• [TASK INSTRUCTIONS]: Show me each line of the listing below where the word "every" appears.

• [RECORDS FOR THE EXERCISE]:

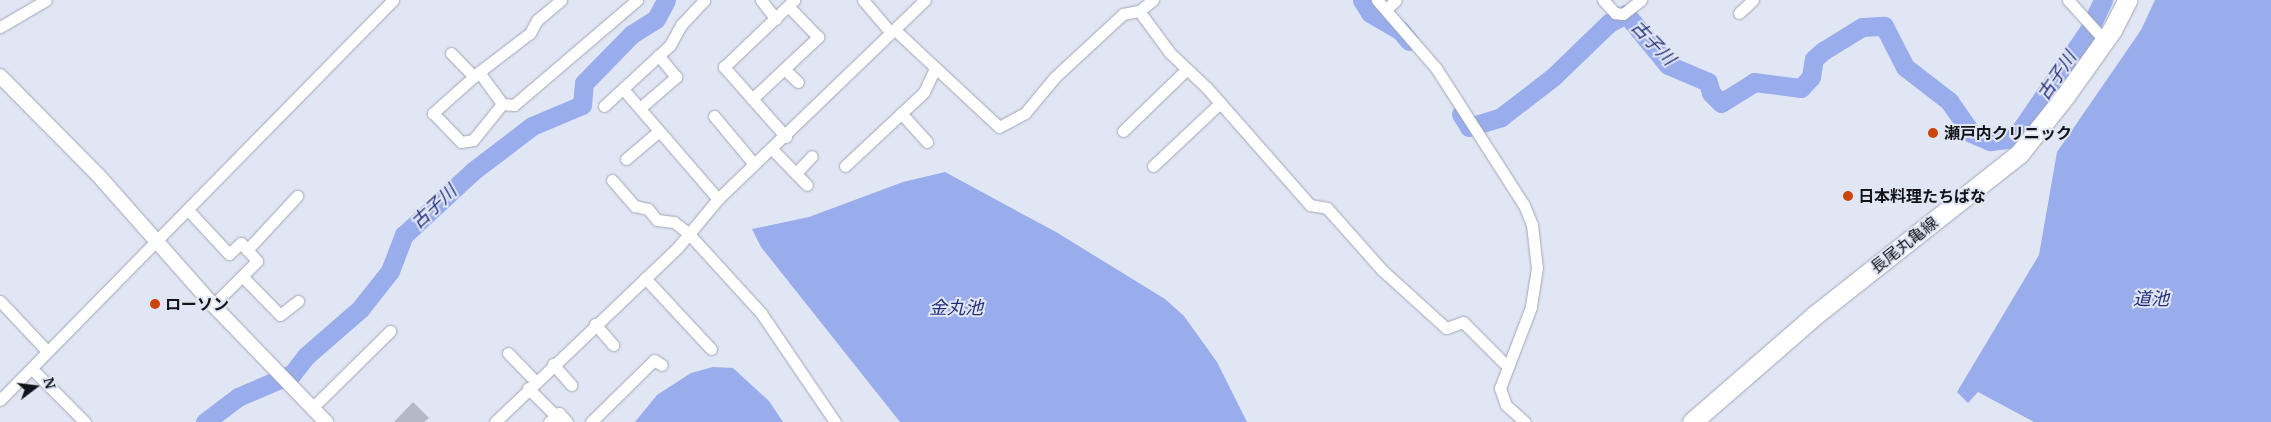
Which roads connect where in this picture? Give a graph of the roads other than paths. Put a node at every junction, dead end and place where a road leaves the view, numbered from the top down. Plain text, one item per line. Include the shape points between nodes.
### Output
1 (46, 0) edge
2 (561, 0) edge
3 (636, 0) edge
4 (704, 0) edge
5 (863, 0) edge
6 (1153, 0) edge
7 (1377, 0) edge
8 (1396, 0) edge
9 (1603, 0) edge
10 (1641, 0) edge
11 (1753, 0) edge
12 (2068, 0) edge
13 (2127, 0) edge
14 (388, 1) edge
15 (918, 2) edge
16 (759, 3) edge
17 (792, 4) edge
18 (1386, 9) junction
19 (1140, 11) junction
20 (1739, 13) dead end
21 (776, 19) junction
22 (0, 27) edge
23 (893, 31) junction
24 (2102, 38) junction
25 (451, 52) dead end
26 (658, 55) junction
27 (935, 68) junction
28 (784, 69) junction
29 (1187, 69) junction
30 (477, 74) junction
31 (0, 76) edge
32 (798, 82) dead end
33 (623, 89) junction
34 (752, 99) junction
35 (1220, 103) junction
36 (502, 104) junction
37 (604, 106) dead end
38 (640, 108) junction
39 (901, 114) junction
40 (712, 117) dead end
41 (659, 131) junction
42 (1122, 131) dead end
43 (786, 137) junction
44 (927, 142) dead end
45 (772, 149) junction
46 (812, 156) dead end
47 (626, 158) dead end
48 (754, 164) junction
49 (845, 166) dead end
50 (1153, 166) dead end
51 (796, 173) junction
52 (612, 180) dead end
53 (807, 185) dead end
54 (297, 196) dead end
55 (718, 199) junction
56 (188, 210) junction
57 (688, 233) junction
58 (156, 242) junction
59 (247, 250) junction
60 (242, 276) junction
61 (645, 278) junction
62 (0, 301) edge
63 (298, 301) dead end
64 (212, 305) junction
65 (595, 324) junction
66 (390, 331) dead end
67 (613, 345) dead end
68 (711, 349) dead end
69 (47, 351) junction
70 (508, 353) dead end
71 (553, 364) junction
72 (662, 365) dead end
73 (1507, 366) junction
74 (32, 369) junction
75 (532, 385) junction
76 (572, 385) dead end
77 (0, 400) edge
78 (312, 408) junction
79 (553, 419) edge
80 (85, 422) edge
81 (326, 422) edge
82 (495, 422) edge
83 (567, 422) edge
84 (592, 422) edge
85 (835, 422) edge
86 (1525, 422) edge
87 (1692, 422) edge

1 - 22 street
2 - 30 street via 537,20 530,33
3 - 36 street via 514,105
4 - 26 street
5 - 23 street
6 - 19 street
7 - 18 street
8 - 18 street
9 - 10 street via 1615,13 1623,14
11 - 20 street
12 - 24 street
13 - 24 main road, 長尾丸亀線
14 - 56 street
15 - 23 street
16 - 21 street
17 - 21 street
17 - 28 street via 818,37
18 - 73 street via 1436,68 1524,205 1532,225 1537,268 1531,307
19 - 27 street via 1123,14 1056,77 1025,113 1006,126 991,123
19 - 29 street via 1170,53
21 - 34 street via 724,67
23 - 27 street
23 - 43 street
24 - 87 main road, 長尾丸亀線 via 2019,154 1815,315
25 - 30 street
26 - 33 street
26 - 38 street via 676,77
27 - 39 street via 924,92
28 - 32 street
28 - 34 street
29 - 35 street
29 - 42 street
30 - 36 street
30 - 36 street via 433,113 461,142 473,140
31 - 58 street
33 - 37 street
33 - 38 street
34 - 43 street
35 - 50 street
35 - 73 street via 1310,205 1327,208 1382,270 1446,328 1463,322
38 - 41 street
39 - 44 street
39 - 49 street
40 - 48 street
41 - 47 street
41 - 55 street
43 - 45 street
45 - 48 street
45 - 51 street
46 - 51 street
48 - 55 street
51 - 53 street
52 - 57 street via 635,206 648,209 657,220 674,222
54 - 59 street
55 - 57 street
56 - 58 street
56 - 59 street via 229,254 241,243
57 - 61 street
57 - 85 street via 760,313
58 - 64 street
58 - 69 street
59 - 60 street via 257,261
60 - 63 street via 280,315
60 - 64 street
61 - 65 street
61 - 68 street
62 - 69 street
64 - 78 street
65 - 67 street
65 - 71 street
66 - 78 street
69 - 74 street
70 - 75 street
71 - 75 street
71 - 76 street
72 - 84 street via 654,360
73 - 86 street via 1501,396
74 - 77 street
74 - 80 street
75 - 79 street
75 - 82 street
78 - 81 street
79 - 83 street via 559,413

==

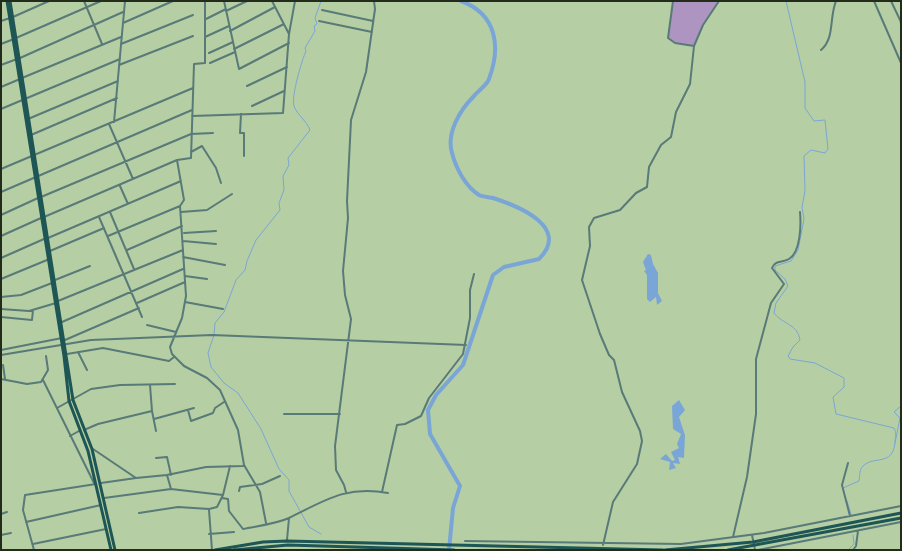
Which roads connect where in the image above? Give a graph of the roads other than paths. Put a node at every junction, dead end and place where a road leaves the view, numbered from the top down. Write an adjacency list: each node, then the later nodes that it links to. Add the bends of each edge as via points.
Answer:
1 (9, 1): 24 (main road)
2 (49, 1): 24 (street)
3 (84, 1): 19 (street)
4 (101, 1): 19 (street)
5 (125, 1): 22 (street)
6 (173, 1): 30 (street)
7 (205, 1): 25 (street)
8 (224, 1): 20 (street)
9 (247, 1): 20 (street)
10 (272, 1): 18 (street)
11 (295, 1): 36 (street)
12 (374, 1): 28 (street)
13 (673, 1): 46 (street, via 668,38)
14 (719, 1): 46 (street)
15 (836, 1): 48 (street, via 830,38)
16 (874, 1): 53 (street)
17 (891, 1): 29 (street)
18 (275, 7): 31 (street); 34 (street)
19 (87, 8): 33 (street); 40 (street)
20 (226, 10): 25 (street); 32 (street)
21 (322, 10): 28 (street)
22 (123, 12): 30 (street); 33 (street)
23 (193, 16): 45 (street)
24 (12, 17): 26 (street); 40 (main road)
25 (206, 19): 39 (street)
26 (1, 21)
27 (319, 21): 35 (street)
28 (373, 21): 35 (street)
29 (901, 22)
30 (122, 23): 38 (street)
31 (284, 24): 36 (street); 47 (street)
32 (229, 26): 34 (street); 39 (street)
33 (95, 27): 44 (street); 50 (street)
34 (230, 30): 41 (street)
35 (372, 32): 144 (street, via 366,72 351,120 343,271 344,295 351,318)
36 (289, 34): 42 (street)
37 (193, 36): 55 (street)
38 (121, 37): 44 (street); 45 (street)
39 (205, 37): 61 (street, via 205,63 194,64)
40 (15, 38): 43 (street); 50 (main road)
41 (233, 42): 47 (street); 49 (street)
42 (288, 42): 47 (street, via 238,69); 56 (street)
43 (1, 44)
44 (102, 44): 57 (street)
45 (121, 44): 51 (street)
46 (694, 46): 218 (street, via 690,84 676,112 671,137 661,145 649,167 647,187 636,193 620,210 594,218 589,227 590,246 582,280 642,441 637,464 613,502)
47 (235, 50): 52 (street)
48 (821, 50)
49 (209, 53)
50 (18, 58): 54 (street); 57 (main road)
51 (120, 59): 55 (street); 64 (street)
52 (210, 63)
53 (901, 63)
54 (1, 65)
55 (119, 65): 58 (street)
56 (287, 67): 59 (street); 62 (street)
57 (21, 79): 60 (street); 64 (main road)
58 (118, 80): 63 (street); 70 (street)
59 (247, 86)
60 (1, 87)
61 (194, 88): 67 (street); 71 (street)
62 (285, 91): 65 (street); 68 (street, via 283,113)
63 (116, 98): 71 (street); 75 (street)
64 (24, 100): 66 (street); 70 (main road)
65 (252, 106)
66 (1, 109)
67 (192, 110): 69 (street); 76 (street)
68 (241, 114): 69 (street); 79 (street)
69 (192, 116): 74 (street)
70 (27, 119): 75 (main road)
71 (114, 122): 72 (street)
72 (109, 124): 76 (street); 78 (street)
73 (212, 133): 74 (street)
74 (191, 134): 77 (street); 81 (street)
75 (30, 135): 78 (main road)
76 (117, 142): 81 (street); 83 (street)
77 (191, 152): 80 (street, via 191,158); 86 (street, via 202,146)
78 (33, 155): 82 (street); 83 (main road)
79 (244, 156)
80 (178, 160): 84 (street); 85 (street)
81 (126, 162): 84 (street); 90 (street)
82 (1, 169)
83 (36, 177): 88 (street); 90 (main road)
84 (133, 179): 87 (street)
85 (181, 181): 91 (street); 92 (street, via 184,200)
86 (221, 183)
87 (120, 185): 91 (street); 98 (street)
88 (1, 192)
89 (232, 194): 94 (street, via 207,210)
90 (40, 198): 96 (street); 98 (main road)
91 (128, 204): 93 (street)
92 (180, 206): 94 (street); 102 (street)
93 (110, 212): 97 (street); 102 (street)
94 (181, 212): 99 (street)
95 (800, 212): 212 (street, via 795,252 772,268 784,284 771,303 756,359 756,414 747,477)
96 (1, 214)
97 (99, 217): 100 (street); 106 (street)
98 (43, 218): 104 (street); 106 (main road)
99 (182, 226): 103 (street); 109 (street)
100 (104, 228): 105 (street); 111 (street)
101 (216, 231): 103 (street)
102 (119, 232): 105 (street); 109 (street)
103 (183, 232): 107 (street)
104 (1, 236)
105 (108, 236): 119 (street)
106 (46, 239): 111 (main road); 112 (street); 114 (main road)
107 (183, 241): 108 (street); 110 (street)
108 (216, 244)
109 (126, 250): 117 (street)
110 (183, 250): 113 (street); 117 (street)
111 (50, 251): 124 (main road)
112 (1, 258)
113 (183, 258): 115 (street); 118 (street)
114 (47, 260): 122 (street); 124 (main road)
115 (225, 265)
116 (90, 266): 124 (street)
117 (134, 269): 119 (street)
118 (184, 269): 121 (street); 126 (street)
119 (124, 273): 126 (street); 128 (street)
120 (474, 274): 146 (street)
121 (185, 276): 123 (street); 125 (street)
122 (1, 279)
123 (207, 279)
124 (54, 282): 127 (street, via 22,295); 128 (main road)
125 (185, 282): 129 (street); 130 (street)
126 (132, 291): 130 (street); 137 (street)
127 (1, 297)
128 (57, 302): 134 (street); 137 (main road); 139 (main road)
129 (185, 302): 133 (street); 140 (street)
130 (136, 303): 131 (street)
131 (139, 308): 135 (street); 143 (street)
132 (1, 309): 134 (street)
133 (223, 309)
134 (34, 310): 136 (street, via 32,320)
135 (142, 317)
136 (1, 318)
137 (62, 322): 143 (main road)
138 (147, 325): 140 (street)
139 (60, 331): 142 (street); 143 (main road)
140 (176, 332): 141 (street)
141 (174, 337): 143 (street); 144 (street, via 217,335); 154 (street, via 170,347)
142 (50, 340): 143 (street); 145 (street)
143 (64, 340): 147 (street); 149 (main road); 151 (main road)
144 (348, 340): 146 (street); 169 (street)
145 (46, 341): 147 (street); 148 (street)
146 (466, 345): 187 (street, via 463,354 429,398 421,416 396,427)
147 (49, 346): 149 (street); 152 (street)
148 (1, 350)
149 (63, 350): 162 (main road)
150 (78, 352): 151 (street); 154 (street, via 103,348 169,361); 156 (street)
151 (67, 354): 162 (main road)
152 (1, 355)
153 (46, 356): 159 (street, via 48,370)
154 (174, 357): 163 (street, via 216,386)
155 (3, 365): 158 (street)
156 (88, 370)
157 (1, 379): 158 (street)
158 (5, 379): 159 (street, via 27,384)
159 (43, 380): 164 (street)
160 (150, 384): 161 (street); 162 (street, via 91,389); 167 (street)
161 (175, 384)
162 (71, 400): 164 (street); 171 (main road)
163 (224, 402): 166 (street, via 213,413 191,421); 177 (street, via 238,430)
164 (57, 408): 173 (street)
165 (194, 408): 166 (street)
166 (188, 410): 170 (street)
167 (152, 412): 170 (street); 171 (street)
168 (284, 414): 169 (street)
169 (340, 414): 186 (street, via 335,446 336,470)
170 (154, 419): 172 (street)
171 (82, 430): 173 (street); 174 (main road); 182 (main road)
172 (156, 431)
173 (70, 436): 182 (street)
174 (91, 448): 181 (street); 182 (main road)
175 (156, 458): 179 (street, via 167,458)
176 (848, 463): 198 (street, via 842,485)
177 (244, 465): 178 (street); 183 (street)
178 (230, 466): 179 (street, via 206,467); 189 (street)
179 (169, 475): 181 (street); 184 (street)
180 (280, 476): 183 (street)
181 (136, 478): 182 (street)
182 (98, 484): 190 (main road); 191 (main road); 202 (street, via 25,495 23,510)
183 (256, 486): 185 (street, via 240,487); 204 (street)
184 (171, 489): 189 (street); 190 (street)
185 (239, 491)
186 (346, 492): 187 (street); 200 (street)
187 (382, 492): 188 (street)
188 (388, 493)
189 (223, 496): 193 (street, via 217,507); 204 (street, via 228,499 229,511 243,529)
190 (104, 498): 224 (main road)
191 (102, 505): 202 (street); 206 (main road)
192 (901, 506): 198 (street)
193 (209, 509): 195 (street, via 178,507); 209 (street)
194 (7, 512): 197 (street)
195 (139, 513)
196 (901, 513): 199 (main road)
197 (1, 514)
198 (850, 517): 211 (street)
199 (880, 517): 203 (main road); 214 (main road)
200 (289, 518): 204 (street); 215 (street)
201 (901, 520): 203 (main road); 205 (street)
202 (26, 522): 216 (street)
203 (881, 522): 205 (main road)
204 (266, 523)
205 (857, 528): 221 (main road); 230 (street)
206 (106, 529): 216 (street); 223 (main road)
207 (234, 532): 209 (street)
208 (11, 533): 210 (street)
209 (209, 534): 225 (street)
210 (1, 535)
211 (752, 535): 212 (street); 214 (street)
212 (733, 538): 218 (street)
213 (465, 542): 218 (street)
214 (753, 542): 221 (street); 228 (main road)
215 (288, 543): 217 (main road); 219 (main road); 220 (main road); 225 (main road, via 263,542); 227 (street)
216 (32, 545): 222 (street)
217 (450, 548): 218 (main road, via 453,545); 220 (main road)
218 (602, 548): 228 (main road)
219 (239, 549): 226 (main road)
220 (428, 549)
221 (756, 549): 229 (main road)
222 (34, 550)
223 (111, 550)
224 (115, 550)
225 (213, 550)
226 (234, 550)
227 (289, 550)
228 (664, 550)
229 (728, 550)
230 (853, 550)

• [SOLUTION]:
Which roads connect where in this picture? Give a graph of the roads other than paths. Put a node at every junction, dead end and place where a road leaves the view, numbered from the top down. Plain text, one item per line. Include the shape points between nodes.
Which roads connect where in the image above? Give a graph of the roads other than paths. Put a node at every junction, dead end and place where a road leaves the view, numbered from the top down. Write an adjacency list: each node, then the later nodes that it links to. Add the bends of each edge as via points.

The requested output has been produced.